When Reisenbichler began working with Robison 28 years ago, most marine biologists still trawled the ocean with nets. What they drew up often yielded no more than a lot of mush. Even now, in the age of submersibles, many of the jellies caught below 3,000 feet are so delicate that they do not survive to the surface or, if they do, they get damaged during transfer from one container to another.
While new methods of data collection are changing the kinds of questions scientists can ask about these delicate invertebrates, ultimately it is the jellies’ gaudy, Andromeda Strain–ish proliferation—the very thing that makes them such objects of fascination now—that will most likely speed up the study of them. As humans put stress on the habitats of more complicated marine creatures, Robison explains, “jellies, because they are relatively simple, cheap to build, and can reproduce very quickly, can respond to negative impacts on other kinds of animals by rushing in to fill their niche.”
So I’m compelled to ask: When it comes to global warming, are jellyfish the canaries in the mine shaft?
“No!” he answers, making me realize I’ve chosen a metaphor that’s right and wrong all at once. “They’re not dying; they’re moving in! They’re diggin’ it!”

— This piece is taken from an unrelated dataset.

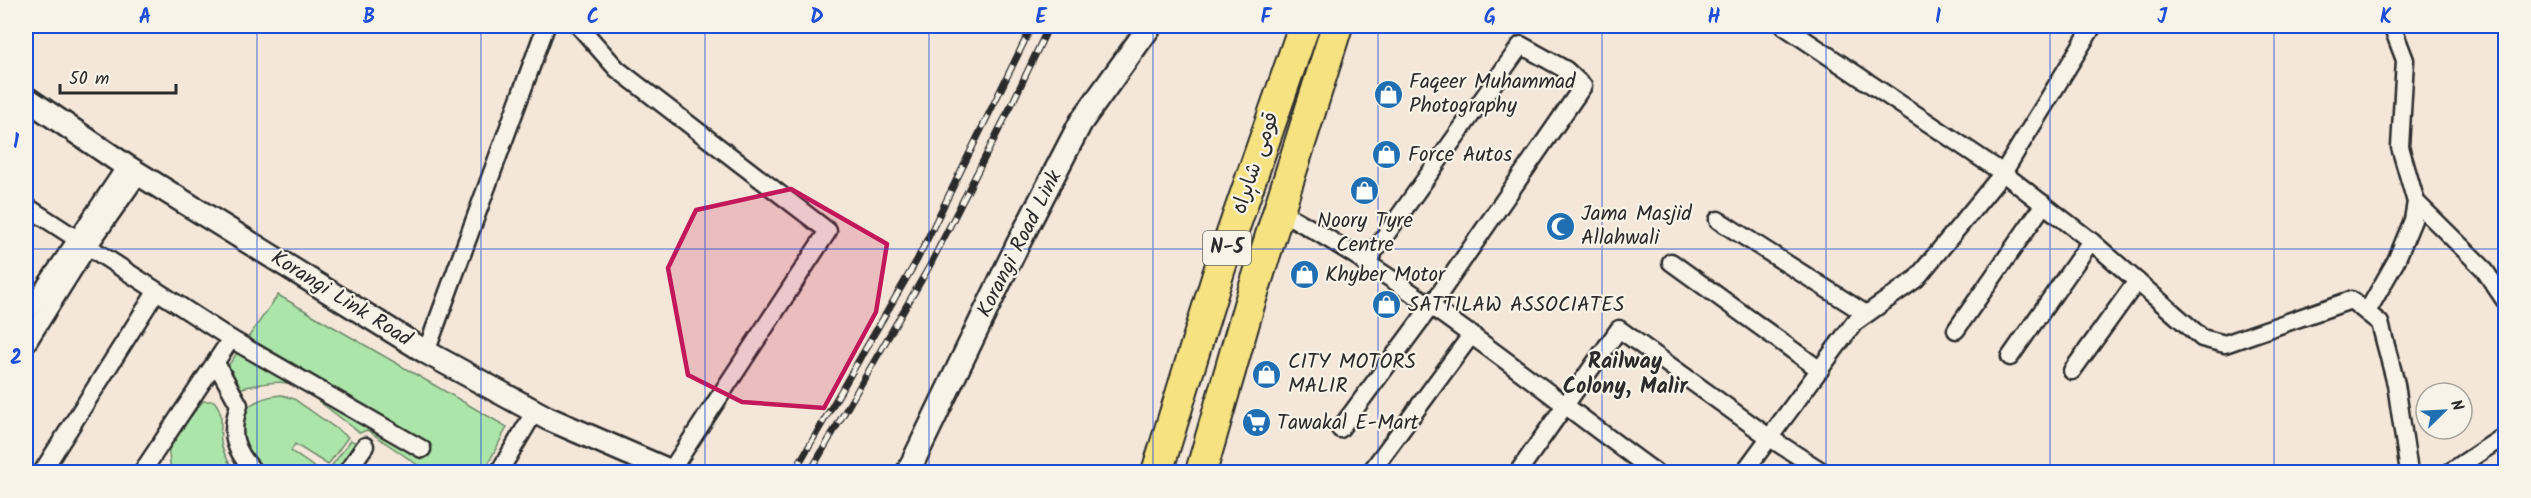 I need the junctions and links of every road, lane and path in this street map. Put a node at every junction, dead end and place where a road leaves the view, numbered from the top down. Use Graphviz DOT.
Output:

With pilot D. J. Osborne working the controls from an electronic “belly pack” he’s got strapped to himself, the Ventana finally rises off the deck of the Point Lobos and gets lowered over the side. Reeling out a graceful curve of yellow cable, D. J. pushes the submersible a fair distance away from the ship before submerging it beneath the bay. In the ship’s control room, the team tracks what the rapidly descending Ventana has in front of its lens on a bank of video monitors. The image quality is as sharp as anything in the LCD aisles at your local Best Buy. White dots rise like champagne bubbles through the blue water, indicating the submersible’s downward progress. “Marine snow,” Reisenbichler notes, “a mucuslike substance filled with bacteria and fecal pellets.”
A plump, red jelly, with tentacles like the fringe on an ancient tearoom lampshade, enters the picture.
“Want to catch him?”
“We can always release him.”
“He’s pretty porky.”
“Put him in apartment three.” From there, for the next two days, the MRS will listen to him and some other new captives breathe.
“We’d better plant this sucker,” Robison says, and in another minute or two we’re just where we have to be to detach the MRS from the Ventana. The greenish-looking ocean floor, on which a starfish sits, suddenly rises into view. The base of the MRS stirs up the sand, and a curious sablefish collides with the device, provoking laughter.
Craig Dawe, the Ventana’s chief pilot, manipulates a mechanical claw to pull the cables off the automated instruments being left behind. Before our departure, the Ventana’s camera zooms in on the detached MRS, recording the exact coordinates we’ll return to, two days from now, to retrieve it. With that done, it’s time to reel the Ventana back up through the water to the Point Lobos. As it ascends, its camera notices a long line of yellow ink, and the control-room team starts to track a squid that’s eating a hard-bodied fish. The head of the prey is trapped inside the squid’s tentacles like a salmon that’s leapt? into the mouth of a bear.